(Data for review Opens)

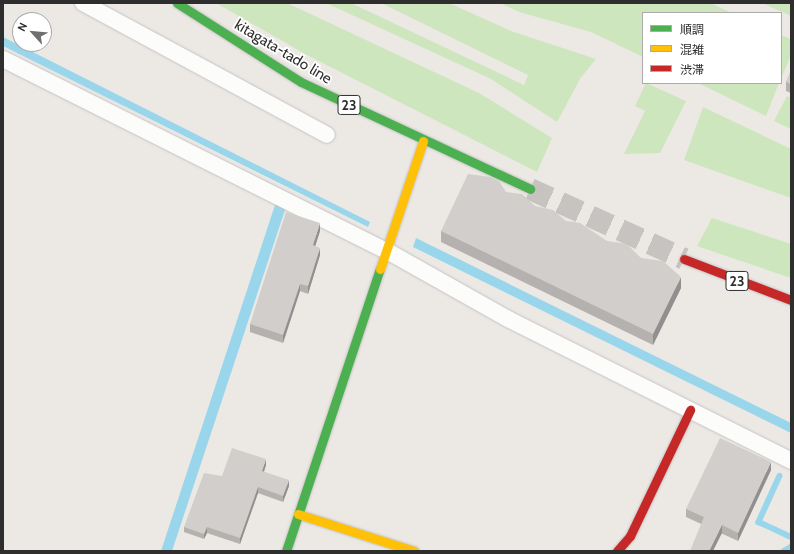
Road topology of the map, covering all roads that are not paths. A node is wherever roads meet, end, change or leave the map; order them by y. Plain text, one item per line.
1 (83, 3) edge
2 (177, 3) edge
3 (3, 58) edge
4 (327, 135) dead end
5 (423, 141) junction
6 (530, 189) tunnel mouth
7 (387, 251) junction
8 (684, 259) tunnel mouth
9 (791, 300) edge
10 (690, 410) junction
11 (791, 461) edge
12 (298, 514) junction
13 (286, 551) edge
14 (414, 551) edge
15 (617, 551) edge

1 - 4 street
2 - 5 street, kitagata-tado line / 23
3 - 7 street
5 - 6 street, kitagata-tado line / 23
5 - 7 street
7 - 10 street
7 - 12 street
8 - 9 street, 23
10 - 11 street
10 - 15 street
12 - 13 street
12 - 14 street

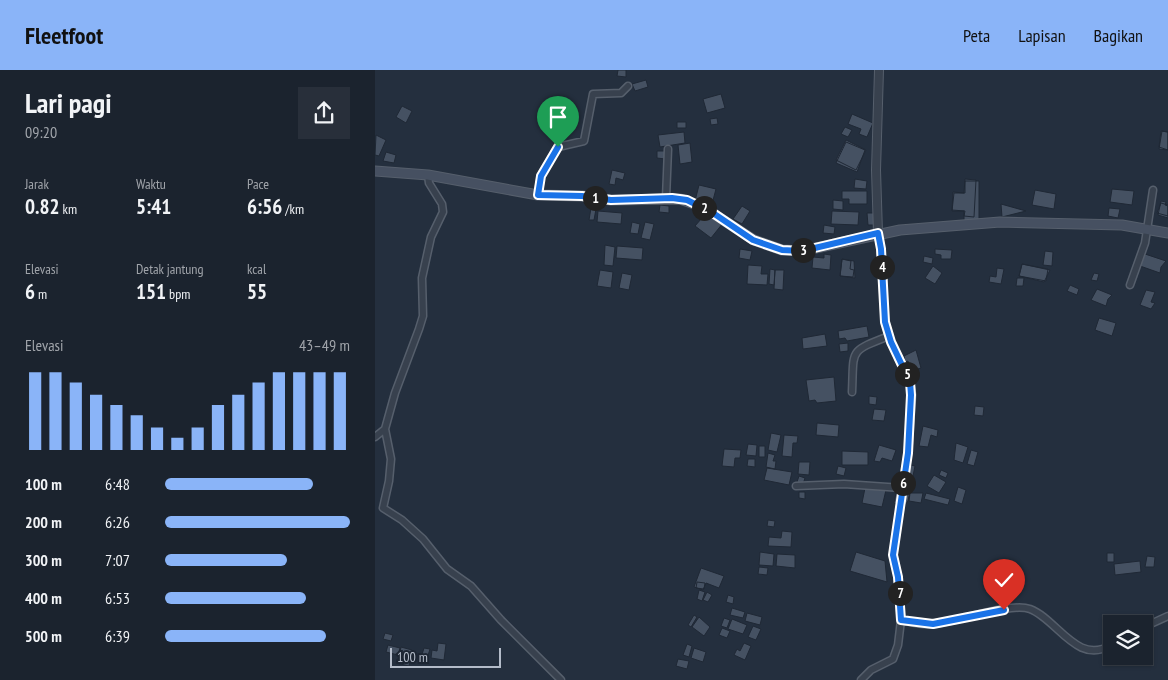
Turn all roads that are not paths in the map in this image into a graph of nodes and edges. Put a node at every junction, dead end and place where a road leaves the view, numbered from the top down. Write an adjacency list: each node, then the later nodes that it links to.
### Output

(Data for review Closes)

Reproduce every record in full. Leave out the images.

Road topology of the map, covering all roads that are not paths. A node is wherever roads meet, end, change or leave the map; order them by y. Plain text, one item per line.
1 (83, 3) edge
2 (177, 3) edge
3 (3, 58) edge
4 (327, 135) dead end
5 (423, 141) junction
6 (530, 189) tunnel mouth
7 (387, 251) junction
8 (684, 259) tunnel mouth
9 (791, 300) edge
10 (690, 410) junction
11 (791, 461) edge
12 (298, 514) junction
13 (286, 551) edge
14 (414, 551) edge
15 (617, 551) edge

1 - 4 street
2 - 5 street, kitagata-tado line / 23
3 - 7 street
5 - 6 street, kitagata-tado line / 23
5 - 7 street
7 - 10 street
7 - 12 street
8 - 9 street, 23
10 - 11 street
10 - 15 street
12 - 13 street
12 - 14 street

Turn all roads that are not paths in the map in this image into a graph of nodes and edges. Put a node at every junction, dead end and place where a road leaves the view, numbered from the top down. Write an adjacency list: each node, then the later nodes that it links to.
### Output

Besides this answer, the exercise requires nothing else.